The first is Soundex. It's fairly simple to implement and there are a fair number of .NET implementations of this algorithm. It's rather simple, but it gives you real values you can compare to each other.
Another is Metaphone. While I can't find a native .NET implementation of Metaphone, the link provided has links to a number of other implementations which could be converted. The easiest to convert would probably be the Java implementation of the Metaphone algorithm.
It should be noted that the Metaphone algorithm has gone through revisions. There is Double Metaphone (which has a .NET implementation) and Metaphone 3. Metaphone 3 is a commercial application, but has a 98% accuracy rate compared to an 89% accuracy rate for the Double Metaphone algorithm when run against a database of common English words. Depending on your need, you might want to look for (in the case of Double Metaphone) or purchase (in the case of Metaphone 3) the source for the algorithm and convert or access it through the P/Invoke layer (there are C++ implementations abound).
Metaphone and Soundex differ in the sense that Soundex produces fixed length numeric keys, whereas Metaphone produces keys of different length, so the results will be different. In the end, both will do the same kind of comparison for you, you just have to find out which suits your needs the best, given your requirements and resources (and intolerance levels for the spelling mistakes, of course).

Here is an implementation of the LevenshteinDistance method that uses far less memory while producing the same results.

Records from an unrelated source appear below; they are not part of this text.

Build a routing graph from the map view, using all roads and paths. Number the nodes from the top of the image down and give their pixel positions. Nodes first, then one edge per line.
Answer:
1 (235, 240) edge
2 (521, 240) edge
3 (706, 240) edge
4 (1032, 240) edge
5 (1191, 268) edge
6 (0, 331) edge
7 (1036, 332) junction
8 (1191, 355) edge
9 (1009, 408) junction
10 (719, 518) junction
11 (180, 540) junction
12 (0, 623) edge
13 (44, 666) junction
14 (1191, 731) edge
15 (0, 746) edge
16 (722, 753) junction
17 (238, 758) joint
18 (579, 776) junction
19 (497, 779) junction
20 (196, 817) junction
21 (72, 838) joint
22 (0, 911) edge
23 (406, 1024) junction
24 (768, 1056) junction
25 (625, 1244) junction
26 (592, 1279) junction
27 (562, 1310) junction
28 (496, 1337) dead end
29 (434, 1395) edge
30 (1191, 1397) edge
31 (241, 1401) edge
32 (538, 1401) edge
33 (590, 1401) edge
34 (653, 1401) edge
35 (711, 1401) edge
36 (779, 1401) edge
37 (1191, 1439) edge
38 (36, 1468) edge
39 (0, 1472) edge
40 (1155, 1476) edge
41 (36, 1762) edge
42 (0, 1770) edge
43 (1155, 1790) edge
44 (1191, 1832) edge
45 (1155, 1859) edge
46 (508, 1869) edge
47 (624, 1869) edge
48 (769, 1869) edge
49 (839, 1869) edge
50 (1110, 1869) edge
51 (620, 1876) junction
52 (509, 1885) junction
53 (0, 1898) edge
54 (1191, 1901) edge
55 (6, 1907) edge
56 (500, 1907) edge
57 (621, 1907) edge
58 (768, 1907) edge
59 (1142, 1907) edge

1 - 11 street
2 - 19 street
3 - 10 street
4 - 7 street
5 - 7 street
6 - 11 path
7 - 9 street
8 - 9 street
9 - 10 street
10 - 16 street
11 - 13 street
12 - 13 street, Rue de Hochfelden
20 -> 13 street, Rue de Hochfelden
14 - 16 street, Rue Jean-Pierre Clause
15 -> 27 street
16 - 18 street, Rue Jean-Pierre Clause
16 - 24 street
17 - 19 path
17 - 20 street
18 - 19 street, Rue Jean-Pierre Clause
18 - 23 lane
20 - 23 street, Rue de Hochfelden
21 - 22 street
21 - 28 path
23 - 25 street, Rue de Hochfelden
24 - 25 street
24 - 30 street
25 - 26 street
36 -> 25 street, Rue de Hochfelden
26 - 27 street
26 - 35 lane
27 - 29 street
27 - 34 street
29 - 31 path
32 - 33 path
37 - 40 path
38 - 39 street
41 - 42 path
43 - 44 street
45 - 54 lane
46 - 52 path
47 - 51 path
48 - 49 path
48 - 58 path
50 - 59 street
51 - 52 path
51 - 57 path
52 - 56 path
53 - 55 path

This is a C# adaptation of the pseudo code found in this wikipedia article under the "Iterative with two matrix rows" heading.
public static int LevenshteinDistance(string source, string target)
{
// degenerate cases
if (source == target) return 0;
if (source.Length == 0) return target.Length;
if (target.Length == 0) return source.Length;
// create two work vectors of integer distances
int[] v0 = new int[target.Length + 1];
int[] v1 = new int[target.Length + 1];
// initialize v0 (the previous row of distances)
// this row is A[0][i]: edit distance for an empty s
// the distance is just the number of characters to delete from t
for (int i = 0; i < v0.Length; i++)
v0[i] = i;
for (int i = 0; i < source.Length; i++)
{
// calculate v1 (current row distances) from the previous row v0
// first element of v1 is A[i+1][0]
// edit distance is delete (i+1) chars from s to match empty t
v1[0] = i + 1;
// use formula to fill in the rest of the row
for (int j = 0; j < target.Length; j++)
{
var cost = (source[i] == target[j]) ? 0 : 1;
v1[j + 1] = Math.Min(v1[j] + 1, Math.Min(v0[j + 1] + 1, v0[j] + cost));
}
// copy v1 (current row) to v0 (previous row) for next iteration
for (int j = 0; j < v0.Length; j++)
v0[j] = v1[j];
}
return v1[target.Length];
}
Here is a function that will give you the percentage similarity.
/// <summary>
/// Calculate percentage similarity of two strings
/// <param name="source">Source String to Compare with</param>
/// <param name="target">Targeted String to Compare</param>
/// <returns>Return Similarity between two strings from 0 to 1.0</returns>
/// </summary>
public static double CalculateSimilarity(string source, string target)
{
if ((source == null) || (target == null)) return 0.0;
if ((source.Length == 0) || (target.Length == 0)) return 0.0;
if (source == target) return 1.0;
int stepsToSame = LevenshteinDistance(source, target);
return (1.0 - ((double)stepsToSame / (double)Math.Max(source.Length, target.Length)));
}

Your other option is to compare phonetically using Soundex or Metaphone. I just completed an article that presents C# code for both algorithms. You can view it at http://www.blackbeltcoder.com/Articles/algorithms/phonetic-string-comparison-with-soundex.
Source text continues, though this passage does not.